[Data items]
-.-.-
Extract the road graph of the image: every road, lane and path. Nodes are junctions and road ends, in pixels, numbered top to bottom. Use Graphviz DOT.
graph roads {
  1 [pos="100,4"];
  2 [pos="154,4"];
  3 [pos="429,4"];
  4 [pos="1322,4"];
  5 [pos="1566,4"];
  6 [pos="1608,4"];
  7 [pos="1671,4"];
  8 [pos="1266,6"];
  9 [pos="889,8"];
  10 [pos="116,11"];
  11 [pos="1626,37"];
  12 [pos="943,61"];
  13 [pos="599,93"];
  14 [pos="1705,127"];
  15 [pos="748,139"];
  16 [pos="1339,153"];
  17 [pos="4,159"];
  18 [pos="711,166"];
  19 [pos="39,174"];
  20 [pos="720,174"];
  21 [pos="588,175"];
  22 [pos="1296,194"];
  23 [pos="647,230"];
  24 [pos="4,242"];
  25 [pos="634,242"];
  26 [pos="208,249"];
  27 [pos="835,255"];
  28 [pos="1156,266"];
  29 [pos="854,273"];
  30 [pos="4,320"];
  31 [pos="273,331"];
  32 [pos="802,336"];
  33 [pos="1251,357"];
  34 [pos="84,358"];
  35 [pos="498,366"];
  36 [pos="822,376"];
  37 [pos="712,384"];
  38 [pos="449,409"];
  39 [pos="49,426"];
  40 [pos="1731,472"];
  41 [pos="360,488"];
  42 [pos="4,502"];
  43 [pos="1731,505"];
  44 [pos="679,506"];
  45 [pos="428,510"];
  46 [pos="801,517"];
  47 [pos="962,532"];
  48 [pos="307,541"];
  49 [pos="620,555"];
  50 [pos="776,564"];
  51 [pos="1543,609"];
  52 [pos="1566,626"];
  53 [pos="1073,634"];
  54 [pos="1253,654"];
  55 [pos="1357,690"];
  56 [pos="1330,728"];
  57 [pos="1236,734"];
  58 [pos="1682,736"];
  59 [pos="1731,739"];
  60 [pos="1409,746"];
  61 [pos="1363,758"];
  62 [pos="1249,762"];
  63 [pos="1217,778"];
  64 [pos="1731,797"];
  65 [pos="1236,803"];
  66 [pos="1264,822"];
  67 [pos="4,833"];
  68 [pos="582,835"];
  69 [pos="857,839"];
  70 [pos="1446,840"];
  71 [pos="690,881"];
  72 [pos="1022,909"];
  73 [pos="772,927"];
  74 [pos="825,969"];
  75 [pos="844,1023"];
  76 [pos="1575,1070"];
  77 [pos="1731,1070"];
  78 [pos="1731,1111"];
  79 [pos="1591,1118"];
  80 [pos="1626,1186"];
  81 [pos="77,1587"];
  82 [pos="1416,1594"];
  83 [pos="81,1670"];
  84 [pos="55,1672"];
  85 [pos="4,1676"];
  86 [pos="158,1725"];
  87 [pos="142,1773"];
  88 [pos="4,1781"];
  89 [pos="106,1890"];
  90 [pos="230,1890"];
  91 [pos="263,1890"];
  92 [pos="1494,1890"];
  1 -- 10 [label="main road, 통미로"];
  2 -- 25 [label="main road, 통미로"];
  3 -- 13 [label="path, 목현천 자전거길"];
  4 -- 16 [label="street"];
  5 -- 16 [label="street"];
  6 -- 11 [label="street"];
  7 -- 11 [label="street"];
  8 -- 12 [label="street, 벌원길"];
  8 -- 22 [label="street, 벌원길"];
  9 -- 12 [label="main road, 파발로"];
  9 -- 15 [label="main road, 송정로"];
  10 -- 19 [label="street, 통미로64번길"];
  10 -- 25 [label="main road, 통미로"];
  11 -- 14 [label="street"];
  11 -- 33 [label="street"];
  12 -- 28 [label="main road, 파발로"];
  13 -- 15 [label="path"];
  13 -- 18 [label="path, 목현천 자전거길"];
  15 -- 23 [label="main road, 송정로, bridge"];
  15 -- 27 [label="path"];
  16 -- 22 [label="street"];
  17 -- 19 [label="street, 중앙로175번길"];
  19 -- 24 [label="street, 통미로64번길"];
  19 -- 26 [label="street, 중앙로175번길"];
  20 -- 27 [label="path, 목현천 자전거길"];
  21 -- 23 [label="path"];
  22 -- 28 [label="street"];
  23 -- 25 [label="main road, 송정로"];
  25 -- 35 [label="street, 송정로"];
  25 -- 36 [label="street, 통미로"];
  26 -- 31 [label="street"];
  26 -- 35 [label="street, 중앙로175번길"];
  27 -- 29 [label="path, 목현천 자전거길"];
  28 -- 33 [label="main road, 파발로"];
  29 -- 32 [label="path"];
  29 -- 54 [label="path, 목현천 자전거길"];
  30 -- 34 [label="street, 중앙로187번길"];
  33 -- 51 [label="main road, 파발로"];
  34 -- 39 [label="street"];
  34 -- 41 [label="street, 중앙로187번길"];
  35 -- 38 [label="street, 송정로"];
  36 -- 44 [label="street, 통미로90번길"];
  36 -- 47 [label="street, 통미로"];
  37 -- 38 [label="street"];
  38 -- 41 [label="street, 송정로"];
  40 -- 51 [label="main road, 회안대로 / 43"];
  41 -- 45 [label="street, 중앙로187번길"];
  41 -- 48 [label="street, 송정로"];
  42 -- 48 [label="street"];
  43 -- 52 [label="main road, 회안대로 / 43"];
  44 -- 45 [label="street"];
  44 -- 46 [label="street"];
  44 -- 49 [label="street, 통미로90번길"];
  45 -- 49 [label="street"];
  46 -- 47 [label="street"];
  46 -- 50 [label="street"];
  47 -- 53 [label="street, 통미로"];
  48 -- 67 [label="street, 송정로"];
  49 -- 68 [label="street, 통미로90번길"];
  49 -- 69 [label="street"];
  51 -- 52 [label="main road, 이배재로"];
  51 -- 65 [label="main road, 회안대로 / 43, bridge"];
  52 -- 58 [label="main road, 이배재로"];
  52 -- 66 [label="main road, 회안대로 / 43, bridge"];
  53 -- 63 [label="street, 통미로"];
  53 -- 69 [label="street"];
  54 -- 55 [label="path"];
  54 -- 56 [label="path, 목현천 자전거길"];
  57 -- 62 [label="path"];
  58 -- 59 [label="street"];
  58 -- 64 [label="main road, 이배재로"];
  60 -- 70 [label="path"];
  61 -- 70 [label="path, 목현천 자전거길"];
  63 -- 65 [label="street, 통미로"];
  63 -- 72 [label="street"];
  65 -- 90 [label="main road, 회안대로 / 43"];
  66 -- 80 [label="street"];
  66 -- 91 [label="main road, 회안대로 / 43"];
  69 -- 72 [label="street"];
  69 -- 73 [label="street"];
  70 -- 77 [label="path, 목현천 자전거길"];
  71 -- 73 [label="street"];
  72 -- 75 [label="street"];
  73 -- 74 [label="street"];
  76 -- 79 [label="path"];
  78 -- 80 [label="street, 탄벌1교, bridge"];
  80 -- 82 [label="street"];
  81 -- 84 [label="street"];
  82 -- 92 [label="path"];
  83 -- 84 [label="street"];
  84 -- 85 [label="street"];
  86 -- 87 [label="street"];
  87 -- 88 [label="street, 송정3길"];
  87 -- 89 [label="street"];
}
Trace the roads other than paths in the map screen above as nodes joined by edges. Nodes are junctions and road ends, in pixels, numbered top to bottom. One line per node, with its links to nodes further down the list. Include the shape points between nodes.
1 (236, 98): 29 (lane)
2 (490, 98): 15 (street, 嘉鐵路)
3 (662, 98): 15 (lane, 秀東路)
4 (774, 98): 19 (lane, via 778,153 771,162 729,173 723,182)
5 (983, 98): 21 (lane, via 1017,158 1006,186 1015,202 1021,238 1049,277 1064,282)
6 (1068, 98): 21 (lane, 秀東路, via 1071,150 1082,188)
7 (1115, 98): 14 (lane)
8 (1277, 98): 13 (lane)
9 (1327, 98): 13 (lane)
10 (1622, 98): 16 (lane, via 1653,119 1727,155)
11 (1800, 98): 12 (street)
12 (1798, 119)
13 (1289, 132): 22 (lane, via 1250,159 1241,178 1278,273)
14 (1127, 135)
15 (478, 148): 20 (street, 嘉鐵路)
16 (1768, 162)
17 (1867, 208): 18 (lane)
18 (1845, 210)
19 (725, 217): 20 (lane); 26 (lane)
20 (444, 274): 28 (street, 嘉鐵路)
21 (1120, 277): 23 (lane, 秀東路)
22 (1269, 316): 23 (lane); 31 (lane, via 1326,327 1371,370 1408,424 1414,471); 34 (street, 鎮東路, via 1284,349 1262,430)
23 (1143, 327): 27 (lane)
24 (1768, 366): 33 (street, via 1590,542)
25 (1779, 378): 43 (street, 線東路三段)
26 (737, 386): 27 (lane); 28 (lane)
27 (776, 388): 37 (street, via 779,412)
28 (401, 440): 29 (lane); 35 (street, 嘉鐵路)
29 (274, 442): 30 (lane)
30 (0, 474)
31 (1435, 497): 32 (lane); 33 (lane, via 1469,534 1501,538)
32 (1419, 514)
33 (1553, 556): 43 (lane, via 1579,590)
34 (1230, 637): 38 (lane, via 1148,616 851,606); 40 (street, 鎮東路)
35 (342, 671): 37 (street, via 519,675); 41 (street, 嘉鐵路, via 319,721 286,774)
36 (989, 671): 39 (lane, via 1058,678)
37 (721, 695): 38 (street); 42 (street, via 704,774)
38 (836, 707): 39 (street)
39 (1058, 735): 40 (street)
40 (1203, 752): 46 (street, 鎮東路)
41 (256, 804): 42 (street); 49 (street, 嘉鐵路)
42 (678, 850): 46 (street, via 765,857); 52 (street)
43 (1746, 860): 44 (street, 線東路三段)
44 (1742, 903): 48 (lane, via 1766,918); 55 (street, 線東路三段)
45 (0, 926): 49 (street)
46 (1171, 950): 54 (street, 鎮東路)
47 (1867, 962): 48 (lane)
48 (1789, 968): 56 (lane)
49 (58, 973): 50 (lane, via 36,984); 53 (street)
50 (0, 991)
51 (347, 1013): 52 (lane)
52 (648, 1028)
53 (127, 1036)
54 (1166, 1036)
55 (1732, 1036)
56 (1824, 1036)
-.-.-
(WORK INSTRUCTION): Scan the entries above for the word "회안대로". Report the lines that hold it.

(SOLUTION FOR THIS EXERCISE):
  40 -- 51 [label="main road, 회안대로 / 43"];
  43 -- 52 [label="main road, 회안대로 / 43"];
  51 -- 65 [label="main road, 회안대로 / 43, bridge"];
  52 -- 66 [label="main road, 회안대로 / 43, bridge"];
  65 -- 90 [label="main road, 회안대로 / 43"];
  66 -- 91 [label="main road, 회안대로 / 43"];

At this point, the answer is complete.